Claudio Boggione

CLAUDIO BOGGIONE

Barolo

Barolo (CN), Piedmont

The Boggione family story is one not uncommon in the EU—Claudio was selling grapes from his incredibly valuable Barolo Brunate parcel to Michelle Chiarlo (a negociant) until the 2010 vintage, when he decided to bottle under his own name. Brunate is among the most famous vineyards in all of Italy, and the family only makes about 6,000 bottles per year from it.

They have a parcel of old-vines in the south corner of Brunate - straddling the commune lines of Barolo and La Morra. Claudio farms according to “The Green Experience”, free of pesticides and herbicides. He follows a gentle, traditional cellar regimen consistent with someone who’s core competency is farming - long maceration and fermentation with indigenous yeast is followed by aging in old Slavonian oak and bottling without fining or filtration.
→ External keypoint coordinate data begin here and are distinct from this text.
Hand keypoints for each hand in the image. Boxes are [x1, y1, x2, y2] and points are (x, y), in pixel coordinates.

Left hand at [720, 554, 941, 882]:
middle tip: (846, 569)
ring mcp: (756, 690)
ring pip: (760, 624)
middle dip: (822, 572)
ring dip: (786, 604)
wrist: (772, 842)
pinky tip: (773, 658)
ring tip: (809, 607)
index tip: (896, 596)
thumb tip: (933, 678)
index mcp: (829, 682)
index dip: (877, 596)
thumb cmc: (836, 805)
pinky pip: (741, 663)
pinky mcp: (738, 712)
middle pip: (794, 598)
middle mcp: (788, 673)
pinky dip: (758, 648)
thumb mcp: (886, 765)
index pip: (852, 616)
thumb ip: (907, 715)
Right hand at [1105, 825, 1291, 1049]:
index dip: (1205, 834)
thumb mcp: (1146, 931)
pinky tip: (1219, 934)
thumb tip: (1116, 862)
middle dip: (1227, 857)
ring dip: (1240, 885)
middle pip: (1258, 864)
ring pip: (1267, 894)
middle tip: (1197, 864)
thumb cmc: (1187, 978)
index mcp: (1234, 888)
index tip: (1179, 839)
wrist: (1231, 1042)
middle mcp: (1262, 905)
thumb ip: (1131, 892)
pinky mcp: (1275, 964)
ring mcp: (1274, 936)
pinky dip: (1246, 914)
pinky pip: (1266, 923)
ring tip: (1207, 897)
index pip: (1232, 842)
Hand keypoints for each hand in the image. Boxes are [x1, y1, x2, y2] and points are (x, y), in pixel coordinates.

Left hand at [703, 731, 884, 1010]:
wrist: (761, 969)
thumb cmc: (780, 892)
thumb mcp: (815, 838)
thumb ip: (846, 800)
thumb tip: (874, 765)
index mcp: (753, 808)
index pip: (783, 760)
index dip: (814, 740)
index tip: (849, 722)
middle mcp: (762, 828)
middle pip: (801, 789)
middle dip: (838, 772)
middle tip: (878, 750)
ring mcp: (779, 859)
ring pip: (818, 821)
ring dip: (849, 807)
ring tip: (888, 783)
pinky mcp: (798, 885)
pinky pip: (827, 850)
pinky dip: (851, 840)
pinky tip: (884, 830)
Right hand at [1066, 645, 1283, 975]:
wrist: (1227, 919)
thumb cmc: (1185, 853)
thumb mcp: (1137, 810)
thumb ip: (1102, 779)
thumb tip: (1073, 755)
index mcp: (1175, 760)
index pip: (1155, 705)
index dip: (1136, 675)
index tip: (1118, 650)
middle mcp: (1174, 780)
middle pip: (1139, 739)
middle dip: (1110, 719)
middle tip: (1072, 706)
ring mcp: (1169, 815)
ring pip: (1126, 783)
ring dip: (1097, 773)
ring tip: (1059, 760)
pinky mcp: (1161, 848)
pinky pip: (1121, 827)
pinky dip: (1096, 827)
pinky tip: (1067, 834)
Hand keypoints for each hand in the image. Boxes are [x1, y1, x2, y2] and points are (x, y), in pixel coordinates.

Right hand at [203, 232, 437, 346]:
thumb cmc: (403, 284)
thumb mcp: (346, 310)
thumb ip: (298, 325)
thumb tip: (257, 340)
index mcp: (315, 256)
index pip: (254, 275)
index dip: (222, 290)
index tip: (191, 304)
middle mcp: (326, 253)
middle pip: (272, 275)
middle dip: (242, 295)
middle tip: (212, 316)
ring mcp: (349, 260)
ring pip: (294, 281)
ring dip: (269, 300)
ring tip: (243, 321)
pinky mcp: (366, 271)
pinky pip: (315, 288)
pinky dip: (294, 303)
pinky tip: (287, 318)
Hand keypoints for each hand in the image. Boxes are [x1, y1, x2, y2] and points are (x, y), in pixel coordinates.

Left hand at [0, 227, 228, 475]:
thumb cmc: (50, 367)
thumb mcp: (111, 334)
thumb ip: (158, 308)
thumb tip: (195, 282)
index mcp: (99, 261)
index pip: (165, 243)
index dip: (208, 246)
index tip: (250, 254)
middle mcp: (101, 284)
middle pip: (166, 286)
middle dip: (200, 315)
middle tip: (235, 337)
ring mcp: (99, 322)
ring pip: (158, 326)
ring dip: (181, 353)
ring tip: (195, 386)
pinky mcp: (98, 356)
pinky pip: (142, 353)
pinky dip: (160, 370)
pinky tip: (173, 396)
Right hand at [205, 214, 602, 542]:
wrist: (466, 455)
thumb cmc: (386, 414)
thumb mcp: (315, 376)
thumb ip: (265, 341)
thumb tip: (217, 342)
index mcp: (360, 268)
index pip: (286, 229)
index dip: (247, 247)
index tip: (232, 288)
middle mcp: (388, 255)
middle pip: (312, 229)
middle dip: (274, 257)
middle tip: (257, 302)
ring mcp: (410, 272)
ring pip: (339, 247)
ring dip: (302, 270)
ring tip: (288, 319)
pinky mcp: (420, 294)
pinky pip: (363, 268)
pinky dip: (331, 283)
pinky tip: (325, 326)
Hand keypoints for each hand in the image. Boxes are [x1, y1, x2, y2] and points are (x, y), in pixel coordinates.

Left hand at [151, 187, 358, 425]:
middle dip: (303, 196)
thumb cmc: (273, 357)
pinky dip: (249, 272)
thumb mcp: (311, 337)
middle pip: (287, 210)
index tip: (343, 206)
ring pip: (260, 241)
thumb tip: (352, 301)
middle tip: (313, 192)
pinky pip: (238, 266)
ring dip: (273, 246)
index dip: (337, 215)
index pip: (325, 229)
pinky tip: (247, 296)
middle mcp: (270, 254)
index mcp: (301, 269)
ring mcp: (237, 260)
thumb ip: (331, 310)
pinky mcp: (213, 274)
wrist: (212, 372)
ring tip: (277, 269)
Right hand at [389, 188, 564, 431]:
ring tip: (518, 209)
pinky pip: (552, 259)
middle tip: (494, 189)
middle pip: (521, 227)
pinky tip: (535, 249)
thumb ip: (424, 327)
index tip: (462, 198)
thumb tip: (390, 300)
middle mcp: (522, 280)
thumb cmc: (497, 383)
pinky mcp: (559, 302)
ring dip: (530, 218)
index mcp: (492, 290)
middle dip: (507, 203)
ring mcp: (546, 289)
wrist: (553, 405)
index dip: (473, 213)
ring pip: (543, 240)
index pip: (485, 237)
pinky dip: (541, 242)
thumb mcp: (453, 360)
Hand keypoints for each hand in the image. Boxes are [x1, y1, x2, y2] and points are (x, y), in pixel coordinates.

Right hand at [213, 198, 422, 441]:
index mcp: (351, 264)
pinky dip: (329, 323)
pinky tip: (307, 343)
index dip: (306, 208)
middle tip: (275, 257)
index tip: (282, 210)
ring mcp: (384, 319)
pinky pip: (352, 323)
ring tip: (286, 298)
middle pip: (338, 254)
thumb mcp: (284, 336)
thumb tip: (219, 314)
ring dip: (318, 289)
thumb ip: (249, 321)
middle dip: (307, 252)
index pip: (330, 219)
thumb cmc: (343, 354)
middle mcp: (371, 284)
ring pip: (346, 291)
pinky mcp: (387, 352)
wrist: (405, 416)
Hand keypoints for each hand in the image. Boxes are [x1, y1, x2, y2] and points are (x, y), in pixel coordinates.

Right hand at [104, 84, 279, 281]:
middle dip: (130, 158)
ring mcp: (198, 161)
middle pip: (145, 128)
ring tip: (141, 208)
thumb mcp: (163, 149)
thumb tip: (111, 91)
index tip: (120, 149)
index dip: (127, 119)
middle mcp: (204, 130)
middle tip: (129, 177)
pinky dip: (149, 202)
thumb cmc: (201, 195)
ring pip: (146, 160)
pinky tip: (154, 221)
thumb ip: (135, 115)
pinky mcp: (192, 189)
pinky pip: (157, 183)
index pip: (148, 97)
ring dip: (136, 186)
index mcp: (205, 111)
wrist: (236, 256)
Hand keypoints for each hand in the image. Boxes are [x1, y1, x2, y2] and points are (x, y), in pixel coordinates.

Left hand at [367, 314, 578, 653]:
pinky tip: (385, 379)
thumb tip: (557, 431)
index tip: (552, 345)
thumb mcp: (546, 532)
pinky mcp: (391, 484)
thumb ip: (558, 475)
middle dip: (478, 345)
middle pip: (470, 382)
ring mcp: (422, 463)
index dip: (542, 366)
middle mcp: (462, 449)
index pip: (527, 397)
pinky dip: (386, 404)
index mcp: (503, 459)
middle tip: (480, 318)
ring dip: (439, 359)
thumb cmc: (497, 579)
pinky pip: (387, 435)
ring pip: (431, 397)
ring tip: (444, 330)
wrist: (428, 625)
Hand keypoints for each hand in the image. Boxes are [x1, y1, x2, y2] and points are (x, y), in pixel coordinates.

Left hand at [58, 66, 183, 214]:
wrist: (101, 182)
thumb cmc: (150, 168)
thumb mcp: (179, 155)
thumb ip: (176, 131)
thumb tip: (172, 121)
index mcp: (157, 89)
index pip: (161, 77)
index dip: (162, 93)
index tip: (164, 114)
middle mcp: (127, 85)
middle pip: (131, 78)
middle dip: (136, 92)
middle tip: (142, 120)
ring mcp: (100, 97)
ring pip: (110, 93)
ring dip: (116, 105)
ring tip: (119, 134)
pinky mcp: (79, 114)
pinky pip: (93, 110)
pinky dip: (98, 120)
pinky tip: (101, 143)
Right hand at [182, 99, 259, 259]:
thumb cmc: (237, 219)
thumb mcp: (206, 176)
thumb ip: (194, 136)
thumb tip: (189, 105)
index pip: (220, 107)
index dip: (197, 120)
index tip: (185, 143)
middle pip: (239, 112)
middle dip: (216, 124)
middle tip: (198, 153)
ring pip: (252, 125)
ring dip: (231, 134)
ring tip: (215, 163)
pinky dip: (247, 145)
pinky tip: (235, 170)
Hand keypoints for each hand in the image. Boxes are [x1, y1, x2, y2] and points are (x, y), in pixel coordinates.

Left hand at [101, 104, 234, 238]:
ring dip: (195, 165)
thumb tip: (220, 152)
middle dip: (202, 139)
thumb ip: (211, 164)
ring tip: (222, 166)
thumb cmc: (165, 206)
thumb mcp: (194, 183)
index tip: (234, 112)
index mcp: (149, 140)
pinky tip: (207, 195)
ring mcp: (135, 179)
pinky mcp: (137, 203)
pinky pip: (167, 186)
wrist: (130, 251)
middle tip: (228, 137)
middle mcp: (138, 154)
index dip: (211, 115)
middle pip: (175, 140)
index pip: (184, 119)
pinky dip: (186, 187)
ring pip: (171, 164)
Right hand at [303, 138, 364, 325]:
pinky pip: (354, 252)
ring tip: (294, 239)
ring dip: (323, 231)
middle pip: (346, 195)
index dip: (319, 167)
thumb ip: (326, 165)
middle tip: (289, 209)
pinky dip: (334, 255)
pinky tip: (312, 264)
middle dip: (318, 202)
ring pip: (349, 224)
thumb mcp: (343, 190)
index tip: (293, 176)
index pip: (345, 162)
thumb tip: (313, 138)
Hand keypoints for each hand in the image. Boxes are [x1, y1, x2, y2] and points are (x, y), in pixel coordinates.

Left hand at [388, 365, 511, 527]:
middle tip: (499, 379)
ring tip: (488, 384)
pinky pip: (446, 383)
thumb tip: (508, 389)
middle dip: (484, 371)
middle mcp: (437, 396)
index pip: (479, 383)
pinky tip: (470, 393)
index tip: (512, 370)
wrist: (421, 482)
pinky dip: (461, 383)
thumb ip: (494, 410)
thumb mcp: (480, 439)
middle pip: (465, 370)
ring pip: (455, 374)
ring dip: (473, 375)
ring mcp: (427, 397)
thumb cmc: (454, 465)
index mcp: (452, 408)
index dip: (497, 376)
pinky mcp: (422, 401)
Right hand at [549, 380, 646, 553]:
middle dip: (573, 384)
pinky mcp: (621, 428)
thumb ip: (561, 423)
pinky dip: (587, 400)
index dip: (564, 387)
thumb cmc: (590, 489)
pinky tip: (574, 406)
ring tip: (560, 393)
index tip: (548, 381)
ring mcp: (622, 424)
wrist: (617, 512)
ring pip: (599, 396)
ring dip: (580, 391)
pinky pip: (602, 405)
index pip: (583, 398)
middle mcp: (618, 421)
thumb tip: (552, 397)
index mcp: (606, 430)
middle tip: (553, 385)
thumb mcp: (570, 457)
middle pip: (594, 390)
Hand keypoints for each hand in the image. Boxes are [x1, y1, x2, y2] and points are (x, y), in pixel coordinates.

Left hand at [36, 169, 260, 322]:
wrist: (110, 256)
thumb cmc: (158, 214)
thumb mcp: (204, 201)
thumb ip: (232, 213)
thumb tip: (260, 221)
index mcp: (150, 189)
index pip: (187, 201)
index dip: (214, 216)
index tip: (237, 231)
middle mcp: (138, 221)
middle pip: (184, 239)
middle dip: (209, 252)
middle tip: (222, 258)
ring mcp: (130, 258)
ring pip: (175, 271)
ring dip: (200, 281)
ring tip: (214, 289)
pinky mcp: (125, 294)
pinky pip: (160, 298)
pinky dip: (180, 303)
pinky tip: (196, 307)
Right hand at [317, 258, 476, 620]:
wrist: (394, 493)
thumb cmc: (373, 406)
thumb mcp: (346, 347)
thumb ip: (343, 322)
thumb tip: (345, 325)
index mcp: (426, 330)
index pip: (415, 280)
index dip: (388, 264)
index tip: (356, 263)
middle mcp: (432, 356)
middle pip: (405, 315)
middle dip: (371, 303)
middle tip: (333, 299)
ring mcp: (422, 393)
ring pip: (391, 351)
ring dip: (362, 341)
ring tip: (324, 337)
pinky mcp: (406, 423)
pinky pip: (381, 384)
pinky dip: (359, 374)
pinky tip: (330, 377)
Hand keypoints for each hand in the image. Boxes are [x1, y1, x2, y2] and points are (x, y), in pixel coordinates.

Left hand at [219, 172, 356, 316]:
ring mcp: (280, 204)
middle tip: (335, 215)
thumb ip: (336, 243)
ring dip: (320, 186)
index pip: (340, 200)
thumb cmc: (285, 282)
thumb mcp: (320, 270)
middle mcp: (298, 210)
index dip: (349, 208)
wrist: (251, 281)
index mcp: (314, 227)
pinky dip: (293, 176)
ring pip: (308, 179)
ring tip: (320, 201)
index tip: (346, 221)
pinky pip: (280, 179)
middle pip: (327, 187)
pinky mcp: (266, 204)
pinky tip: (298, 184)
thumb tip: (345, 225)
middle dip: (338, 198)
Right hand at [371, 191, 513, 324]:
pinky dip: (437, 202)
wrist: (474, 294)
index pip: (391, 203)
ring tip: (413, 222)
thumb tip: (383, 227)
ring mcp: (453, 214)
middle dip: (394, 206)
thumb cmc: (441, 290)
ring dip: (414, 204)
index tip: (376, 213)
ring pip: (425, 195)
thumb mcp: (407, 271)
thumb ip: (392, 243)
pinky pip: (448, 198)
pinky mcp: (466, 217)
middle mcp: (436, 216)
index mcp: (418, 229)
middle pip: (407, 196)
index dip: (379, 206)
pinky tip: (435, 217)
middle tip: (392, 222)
The wine is raised close to it’s terroir, in a spartan cellar at the base of Brunate. Three of four Slavonian oak tonneaux and a handful of stainless steel tanks are all you will find there.

Claudio prefers fermentation in stainless steel because he believes it reduces the number of outside variables during an already riskier than average spontaneous fermentation.

If someone asked us for an archetypal Barolo to better understand the appellation and Nebbiolo, this is the wine we would reach for. In terms of traditional Barolo, this wine tends to the detailed, fine grained side as opposed to the more brooding “water color” effect of more oxidative styles. A wine that is rarely sensual, yet isn’t too angular either, where the land can really be felt. Medium bodied with penetrating tannins in most vintages.

The overall feel of how Claudio works is substance over image, with no flash. He is softspoken and seems to have little agenda other than an honest expression of Brunate. The whole thing seems more common to an old-timers cellar in Cornas, or something like that. A place with great terroir but more untouched by time than neighboring appellations. When we taste, he often says, “I think this is good wine”, as if he’s a little self-conscious about his low key look amid the investment that’s flowed into the region.

His mentality is something that suits us just fine.